Bu protokol aracılığıyla ihraç edilen tam zincir üzerindeki tokenizasyon fonları, finansman kaynağı olarak BTC/ETH/stablecoin kullanmaktadır; yatırılan varlıklar da yerel kripto varlıklar veya tokenize varlıklar ), örneğin ABD Hazine RWA ('a aittir. Böyle bir tam zincir üzerindeki tokenizasyon fonu yapısı, tokenizasyonun sağladığı değerden en üst düzeyde yararlanmayı mümkün kılmaktadır.
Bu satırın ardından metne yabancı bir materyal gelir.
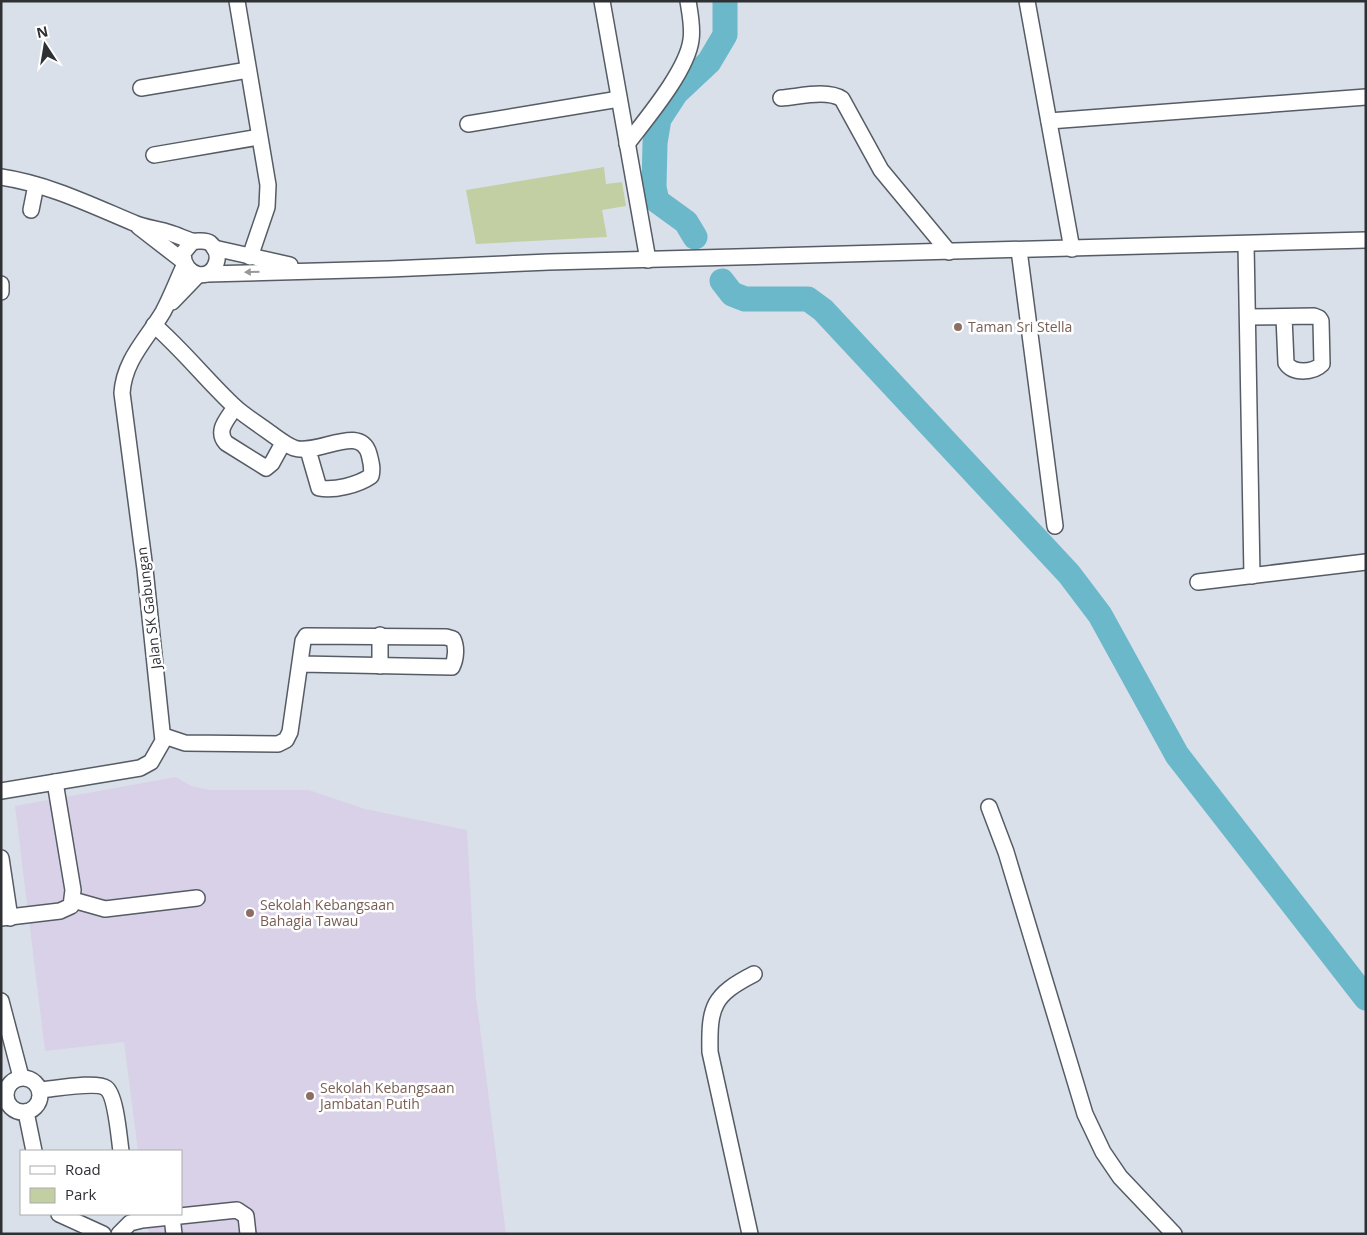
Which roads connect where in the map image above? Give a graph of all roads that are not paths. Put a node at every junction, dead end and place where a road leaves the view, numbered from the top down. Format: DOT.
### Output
graph roads {
  1 [pos="237,1"];
  2 [pos="602,1"];
  3 [pos="688,1"];
  4 [pos="1027,1"];
  5 [pos="248,70"];
  6 [pos="141,88"];
  7 [pos="1366,97"];
  8 [pos="781,98"];
  9 [pos="619,99"];
  10 [pos="1049,122"];
  11 [pos="468,124"];
  12 [pos="259,137"];
  13 [pos="627,144"];
  14 [pos="154,155"];
  15 [pos="1,177"];
  16 [pos="36,185"];
  17 [pos="31,210"];
  18 [pos="136,224"];
  19 [pos="1366,240"];
  20 [pos="193,242"];
  21 [pos="1246,244"];
  22 [pos="214,248"];
  23 [pos="1072,249"];
  24 [pos="1019,250"];
  25 [pos="949,252"];
  26 [pos="250,257"];
  27 [pos="648,260"];
  28 [pos="184,264"];
  29 [pos="318,272"];
  30 [pos="202,274"];
  31 [pos="1,284"];
  32 [pos="1,292"];
  33 [pos="164,310"];
  34 [pos="1248,317"];
  35 [pos="1284,317"];
  36 [pos="154,325"];
  37 [pos="235,408"];
  38 [pos="283,443"];
  39 [pos="308,450"];
  40 [pos="1055,526"];
  41 [pos="1366,562"];
  42 [pos="1252,576"];
  43 [pos="1198,582"];
  44 [pos="380,635"];
  45 [pos="301,664"];
  46 [pos="380,666"];
  47 [pos="164,739"];
  48 [pos="55,782"];
  49 [pos="1,791"];
  50 [pos="989,807"];
  51 [pos="1,858"];
  52 [pos="197,898"];
  53 [pos="73,900"];
  54 [pos="6,918"];
  55 [pos="754,974"];
  56 [pos="1,1001"];
  57 [pos="21,1078"];
  58 [pos="40,1090"];
  59 [pos="26,1112"];
  60 [pos="34,1150"];
  61 [pos="121,1150"];
  62 [pos="61,1215"];
  63 [pos="172,1217"];
  64 [pos="129,1218"];
  65 [pos="103,1234"];
  66 [pos="119,1234"];
  67 [pos="174,1234"];
  68 [pos="248,1234"];
  69 [pos="750,1234"];
  70 [pos="1174,1234"];
  1 -- 5 [label="street"];
  2 -- 9 [label="street"];
  3 -- 13 [label="street"];
  4 -- 10 [label="street"];
  5 -- 6 [label="street"];
  5 -- 12 [label="street"];
  7 -- 10 [label="street"];
  8 -- 25 [label="street"];
  9 -- 11 [label="street"];
  9 -- 13 [label="street"];
  10 -- 23 [label="street"];
  12 -- 14 [label="street"];
  12 -- 26 [label="street"];
  13 -- 27 [label="street"];
  15 -- 16 [label="street"];
  16 -- 17 [label="street"];
  16 -- 18 [label="street"];
  18 -- 20 [label="street"];
  18 -- 28 [label="street"];
  19 -- 21 [label="street"];
  20 -- 22 [label="street"];
  20 -- 28 [label="street"];
  21 -- 23 [label="street"];
  21 -- 34 [label="street"];
  22 -- 26 [label="street"];
  22 -- 30 [label="street"];
  23 -- 24 [label="street"];
  24 -- 25 [label="street"];
  24 -- 40 [label="street"];
  25 -- 27 [label="street"];
  26 -- 29 [label="street"];
  27 -- 29 [label="street"];
  28 -- 30 [label="street"];
  28 -- 33 [label="street, Jalan SK Gabungan"];
  29 -- 30 [label="street, one-way"];
  30 -- 33 [label="street, Jalan SK Gabungan"];
  31 -- 32 [label="street"];
  33 -- 36 [label="street, Jalan SK Gabungan"];
  34 -- 35 [label="street"];
  34 -- 42 [label="street"];
  36 -- 37 [label="street"];
  36 -- 47 [label="street, Jalan SK Gabungan"];
  37 -- 38 [label="street"];
  37 -- 38 [label="street"];
  38 -- 39 [label="street"];
  39 -- 39 [label="street"];
  41 -- 42 [label="street"];
  42 -- 43 [label="street"];
  44 -- 45 [label="street"];
  44 -- 46 [label="street"];
  44 -- 46 [label="street"];
  45 -- 46 [label="street"];
  45 -- 47 [label="street"];
  47 -- 48 [label="street"];
  48 -- 49 [label="street"];
  48 -- 53 [label="street"];
  50 -- 70 [label="street"];
  51 -- 54 [label="street"];
  52 -- 53 [label="street"];
  53 -- 54 [label="street"];
  55 -- 69 [label="street"];
  56 -- 57 [label="street"];
  57 -- 58 [label="street"];
  57 -- 59 [label="street"];
  58 -- 59 [label="street"];
  58 -- 61 [label="street"];
  59 -- 60 [label="street"];
  62 -- 65 [label="street"];
  63 -- 64 [label="street"];
  63 -- 67 [label="street"];
  63 -- 68 [label="street"];
  64 -- 66 [label="street"];
}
Örneğin, bu protokolün tokenizasyon fonu, )1###, fon yöneticisinin yatırımcılarla doğrudan iletişim kurmasını ve daha fazla yatırımcı verisi, işlem bilgisi elde etmesini sağlar; (2), birçok fon hizmetleri aracısının sürtünmesini ortadan kaldırarak maliyetleri düşürür; (3) tokenizasyon fonlarının toplanması, ihraç edilmesi, alım satımı ve takas işlemleri blockchain aracılığıyla gerçekleştirilir ve dağıtılmış defterde kaydedilir, bu da verimli ve şeffaf bir süreç sağlar; (4) fonun net varlık değeri (NAV) anlık olarak güncellenir, fon paylarının alım/satımı her zaman ve her yerde 7/24 yapılabilir, vb. birçok avantaj.
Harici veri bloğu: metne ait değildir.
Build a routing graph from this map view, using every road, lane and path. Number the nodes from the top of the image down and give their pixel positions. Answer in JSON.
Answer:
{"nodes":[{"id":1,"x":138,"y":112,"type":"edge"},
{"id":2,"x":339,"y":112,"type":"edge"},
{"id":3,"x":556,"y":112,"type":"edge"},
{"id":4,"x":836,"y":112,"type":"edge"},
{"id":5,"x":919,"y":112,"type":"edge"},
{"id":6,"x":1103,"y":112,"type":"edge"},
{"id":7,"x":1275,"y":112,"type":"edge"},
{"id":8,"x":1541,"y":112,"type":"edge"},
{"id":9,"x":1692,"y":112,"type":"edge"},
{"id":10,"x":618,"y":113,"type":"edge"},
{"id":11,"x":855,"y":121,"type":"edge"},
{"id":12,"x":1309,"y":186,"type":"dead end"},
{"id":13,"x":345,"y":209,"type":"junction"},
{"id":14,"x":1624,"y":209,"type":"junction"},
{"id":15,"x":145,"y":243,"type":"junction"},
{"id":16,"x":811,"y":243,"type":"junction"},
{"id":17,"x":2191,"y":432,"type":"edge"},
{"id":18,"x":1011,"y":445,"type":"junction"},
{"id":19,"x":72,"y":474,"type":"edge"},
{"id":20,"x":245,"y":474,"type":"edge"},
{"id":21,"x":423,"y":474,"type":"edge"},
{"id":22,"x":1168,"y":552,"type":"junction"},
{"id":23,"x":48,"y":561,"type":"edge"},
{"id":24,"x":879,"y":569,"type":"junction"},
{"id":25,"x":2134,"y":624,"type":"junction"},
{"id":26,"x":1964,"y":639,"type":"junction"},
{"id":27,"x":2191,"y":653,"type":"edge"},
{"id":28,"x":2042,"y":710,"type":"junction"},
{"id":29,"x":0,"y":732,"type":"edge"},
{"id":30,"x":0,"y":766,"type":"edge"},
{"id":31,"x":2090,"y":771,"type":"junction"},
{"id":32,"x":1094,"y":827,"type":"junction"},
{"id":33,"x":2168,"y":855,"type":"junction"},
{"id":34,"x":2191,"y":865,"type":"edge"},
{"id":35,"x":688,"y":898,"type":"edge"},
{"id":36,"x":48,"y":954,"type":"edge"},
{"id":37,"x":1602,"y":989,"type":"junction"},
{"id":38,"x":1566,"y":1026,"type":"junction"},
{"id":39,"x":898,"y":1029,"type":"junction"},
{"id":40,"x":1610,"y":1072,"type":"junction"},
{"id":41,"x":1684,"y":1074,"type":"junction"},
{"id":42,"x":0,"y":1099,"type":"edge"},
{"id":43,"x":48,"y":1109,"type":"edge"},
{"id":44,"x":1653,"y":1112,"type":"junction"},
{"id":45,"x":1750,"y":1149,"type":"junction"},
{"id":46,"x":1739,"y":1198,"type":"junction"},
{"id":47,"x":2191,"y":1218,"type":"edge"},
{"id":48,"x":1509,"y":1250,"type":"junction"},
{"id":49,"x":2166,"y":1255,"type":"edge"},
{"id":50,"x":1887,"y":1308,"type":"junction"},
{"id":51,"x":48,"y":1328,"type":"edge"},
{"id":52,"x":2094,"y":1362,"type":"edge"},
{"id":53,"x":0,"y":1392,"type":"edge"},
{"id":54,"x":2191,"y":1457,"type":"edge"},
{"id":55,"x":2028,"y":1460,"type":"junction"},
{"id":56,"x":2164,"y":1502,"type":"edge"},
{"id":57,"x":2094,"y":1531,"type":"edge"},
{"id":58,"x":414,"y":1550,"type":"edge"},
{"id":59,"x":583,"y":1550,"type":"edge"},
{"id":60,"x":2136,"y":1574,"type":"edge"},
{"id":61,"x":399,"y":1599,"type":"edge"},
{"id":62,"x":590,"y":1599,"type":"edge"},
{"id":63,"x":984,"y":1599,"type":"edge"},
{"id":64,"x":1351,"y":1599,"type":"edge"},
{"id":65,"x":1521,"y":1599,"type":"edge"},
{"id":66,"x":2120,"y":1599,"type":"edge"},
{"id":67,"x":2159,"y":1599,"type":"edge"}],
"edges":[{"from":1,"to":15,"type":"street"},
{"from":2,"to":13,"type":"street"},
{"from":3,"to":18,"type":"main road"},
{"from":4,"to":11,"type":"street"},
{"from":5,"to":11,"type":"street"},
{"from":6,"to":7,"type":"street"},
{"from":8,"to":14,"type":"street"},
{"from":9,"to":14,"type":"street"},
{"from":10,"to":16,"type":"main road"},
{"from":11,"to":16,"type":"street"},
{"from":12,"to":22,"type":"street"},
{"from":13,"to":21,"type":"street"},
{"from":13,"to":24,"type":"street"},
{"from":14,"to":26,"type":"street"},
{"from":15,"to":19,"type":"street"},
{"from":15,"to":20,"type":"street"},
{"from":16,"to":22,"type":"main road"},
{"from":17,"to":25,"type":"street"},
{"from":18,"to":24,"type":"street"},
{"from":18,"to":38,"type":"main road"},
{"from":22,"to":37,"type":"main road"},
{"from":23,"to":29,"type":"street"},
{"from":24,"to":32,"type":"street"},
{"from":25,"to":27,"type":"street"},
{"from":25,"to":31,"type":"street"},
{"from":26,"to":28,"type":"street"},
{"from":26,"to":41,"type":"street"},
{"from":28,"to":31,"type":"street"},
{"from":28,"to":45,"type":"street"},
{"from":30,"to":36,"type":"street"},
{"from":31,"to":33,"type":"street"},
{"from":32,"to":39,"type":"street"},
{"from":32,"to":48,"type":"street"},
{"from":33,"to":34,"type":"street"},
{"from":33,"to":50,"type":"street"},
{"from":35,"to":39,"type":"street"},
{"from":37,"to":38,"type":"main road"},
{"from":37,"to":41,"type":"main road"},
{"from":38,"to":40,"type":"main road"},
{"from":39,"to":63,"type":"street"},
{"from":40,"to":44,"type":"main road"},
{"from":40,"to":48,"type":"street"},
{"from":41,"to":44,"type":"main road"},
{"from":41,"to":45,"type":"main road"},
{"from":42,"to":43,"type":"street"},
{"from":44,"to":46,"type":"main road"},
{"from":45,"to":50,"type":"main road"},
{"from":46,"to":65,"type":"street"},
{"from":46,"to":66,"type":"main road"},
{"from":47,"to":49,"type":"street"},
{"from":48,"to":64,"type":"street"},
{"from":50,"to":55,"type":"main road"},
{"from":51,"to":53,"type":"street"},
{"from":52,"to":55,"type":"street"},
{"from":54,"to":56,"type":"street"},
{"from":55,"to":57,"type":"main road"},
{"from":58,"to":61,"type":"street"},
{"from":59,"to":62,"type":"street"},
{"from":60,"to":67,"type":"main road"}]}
Bu protokol, şu anda çoğu kripto varlık yönetim hizmetinin merkezi kuruluşlardan geldiğini, bu kuruluşların varlık yaratma ve fon yönetim süreçlerinin şeffaf olmadığını ve bu durumun güven sorunlarına yol açtığını belirtmektedir. Daha iyi merkeziyetsiz çözümler, şeffaf ve güvenli bir yatırım deneyimi sunarken, aynı zamanda varlık yönetim şirketlerinin güven ve likidite kazanmasına yardımcı olur. Bu protokol, oluşturma, dağıtım, pazarlama ve risk yönetimi dahil olmak üzere kapsamlı hizmetler sunan bir altyapı ve ekosistem inşa etmektedir. Bu, Web3'e katılım engellerini azaltırken, kripto pazarının olgunlaşmasını teşvik etmektedir.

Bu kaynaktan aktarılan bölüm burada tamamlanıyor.